Today in History – February 1, 1972 – First scientific hand-held calculator, the HP-35, introduced for $395. I was an undergraduate in engineering when the HP-35 was released. I couldn’t afford to buy one and stuck with my slide rule. But the next year, I gave in and bought the next model, the HP-45 and it was well worth the money at the time. The calculators were easy to use, portable and reliable. The market responded by developing cheaper calculators, while Hewlett Packard kept the cost high and increased the functionality.

Check out the Engineering Pathway’s educational resources on the electronic calculators and history of computing. For more educational resources, see our electrical engineering education and computer engineering education community pages. The Engineering Pathway also hosts Engineering Education communities in all ABET-accredited disciplines.

Today in History – January 28, 1986 – Space Shuttle Challenger explodes after launch, killing the entire crew. American’s stared in shock at their televisions watching the Challenger accident in full motion video. The 35th Challenger’s flight had been previously scheduled for January 22, but delayed because of bad weather, high winds and icicles on the launch apparatus. Never had there been a launch approved in freezing weather conditions, but NASA had assured the public that the conditions were safe. They were anxious to launch due to economic considerations and scheduling backlogs. Political pressure has been suggested as well due to NASA’s heavy publicizing of Christa McAuliffe as the first school teacher in space. She had been selected under a highly competitive process from among 10,000 entries for the opportunity. The Challenger disaster was a severe blow to the American space program, bringing manned flights to a halt for many years.

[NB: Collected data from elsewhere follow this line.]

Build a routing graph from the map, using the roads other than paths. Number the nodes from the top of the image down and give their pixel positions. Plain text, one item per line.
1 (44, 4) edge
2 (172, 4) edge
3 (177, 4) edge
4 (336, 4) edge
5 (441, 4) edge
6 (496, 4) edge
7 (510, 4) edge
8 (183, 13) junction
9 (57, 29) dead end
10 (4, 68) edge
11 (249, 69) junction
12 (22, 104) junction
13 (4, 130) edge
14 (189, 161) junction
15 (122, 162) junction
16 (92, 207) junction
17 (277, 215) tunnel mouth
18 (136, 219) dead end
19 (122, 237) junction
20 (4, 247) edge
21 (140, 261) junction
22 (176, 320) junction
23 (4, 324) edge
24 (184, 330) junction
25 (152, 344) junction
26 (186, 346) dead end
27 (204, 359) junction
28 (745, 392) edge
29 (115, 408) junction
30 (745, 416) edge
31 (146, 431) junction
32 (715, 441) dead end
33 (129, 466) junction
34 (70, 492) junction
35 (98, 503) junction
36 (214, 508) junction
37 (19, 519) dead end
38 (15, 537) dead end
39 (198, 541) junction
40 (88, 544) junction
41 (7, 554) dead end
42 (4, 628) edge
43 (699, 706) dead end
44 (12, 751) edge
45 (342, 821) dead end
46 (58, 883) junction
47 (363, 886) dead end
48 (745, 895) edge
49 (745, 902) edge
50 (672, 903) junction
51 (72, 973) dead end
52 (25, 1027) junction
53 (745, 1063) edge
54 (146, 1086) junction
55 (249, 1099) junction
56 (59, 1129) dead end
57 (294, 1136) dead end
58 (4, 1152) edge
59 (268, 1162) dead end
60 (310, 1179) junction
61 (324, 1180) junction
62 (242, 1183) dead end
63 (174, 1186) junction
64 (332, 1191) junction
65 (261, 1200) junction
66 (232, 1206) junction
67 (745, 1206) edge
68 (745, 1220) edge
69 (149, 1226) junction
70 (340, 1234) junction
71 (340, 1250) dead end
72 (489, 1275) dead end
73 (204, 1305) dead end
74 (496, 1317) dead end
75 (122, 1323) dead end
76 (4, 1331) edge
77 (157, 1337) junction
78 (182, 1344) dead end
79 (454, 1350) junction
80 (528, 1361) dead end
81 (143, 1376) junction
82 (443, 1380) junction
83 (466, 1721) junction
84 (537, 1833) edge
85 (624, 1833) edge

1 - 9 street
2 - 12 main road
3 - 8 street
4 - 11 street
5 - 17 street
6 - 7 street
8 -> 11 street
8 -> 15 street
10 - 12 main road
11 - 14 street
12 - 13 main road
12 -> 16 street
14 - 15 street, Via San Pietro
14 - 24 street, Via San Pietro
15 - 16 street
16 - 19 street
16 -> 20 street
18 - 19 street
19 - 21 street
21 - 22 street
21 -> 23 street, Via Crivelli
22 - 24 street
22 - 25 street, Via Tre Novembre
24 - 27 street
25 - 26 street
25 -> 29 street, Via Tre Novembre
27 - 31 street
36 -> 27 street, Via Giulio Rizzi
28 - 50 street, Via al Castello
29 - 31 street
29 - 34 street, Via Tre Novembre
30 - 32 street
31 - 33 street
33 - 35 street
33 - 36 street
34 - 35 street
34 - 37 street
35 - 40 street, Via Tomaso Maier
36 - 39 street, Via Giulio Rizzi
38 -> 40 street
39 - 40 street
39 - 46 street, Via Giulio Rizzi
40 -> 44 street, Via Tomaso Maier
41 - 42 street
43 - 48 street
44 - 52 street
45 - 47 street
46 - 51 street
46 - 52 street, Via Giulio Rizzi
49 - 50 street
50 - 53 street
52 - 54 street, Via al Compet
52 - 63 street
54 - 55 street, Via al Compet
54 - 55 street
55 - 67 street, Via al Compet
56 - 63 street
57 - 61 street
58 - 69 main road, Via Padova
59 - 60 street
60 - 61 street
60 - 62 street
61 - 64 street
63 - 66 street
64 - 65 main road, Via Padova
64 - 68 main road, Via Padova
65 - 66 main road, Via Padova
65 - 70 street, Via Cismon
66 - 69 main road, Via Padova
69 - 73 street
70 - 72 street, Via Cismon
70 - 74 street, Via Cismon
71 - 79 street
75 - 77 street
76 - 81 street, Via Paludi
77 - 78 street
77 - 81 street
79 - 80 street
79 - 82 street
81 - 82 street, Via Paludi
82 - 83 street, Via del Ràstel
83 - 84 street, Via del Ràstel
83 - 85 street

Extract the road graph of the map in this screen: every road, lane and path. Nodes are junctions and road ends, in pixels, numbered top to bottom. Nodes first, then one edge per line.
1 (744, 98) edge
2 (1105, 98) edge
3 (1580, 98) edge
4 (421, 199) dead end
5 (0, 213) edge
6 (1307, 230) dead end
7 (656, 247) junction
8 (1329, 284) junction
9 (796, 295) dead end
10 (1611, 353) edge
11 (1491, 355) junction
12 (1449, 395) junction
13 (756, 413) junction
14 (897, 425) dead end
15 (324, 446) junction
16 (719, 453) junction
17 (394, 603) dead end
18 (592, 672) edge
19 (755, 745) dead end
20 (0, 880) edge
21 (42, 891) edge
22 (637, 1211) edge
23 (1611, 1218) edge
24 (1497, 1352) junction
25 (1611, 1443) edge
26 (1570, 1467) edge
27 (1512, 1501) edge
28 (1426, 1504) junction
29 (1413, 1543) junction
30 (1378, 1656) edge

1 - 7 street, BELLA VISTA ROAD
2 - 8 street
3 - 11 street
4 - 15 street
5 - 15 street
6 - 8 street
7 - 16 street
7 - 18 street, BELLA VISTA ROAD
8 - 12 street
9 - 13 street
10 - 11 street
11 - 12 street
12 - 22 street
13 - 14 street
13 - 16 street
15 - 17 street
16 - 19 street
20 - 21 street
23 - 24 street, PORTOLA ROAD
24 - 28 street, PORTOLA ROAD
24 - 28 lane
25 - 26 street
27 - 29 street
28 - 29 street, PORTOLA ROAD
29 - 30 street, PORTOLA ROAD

It was also a blow to the American public who had come to think of the Space Shuttle as an important symbol of national identify.

Speaking before the launch, Christa McAuliffe said: “One of the things I hope to bring back into the classroom is to make that connection with the students that they too are part of history, the space program belongs to them and to try to bring them up with the space age.”

Morton-Thiokol, one of the contractors for the Solid Rocket Motor was convinced that the cold weather would cause problems and had briefed NASA about their concerns. Two engineers, Robert Ebeling and Roger Boisjoly had previously urged a redesign on the booster rockets due to O-ring erosion in the booster field joints. The lowest temperature experienced by the O-rings in any previous mission was 53°F in the January 24, 1985 flight; the temperature predicted for Florida on January 28th was much lower, in the low 20′s °F.

The Rogers commission confirmed the cause of the Challenger disaster explosion to have been caused by a leak through the faulty O-ring seal in one of the solid rocket boosters. According to testimony by Morton-Thiokol engineer Boisjoly, management put pressure on the engineers to OK the launch saying: “Take off your engineering hat and put on your management hat.” The recommendation was reversed, discounting the concern about the O-rings as being “inconclusive” and launch was recommended, “based on their engineering assessment”, even though the engineers had no part in this recommendation. In spite of concerns expressed by others, NASA managers decided to approve the boosters for launch despite the fact that the predicted launch temperature was outside of their operational specifications and any test conditions.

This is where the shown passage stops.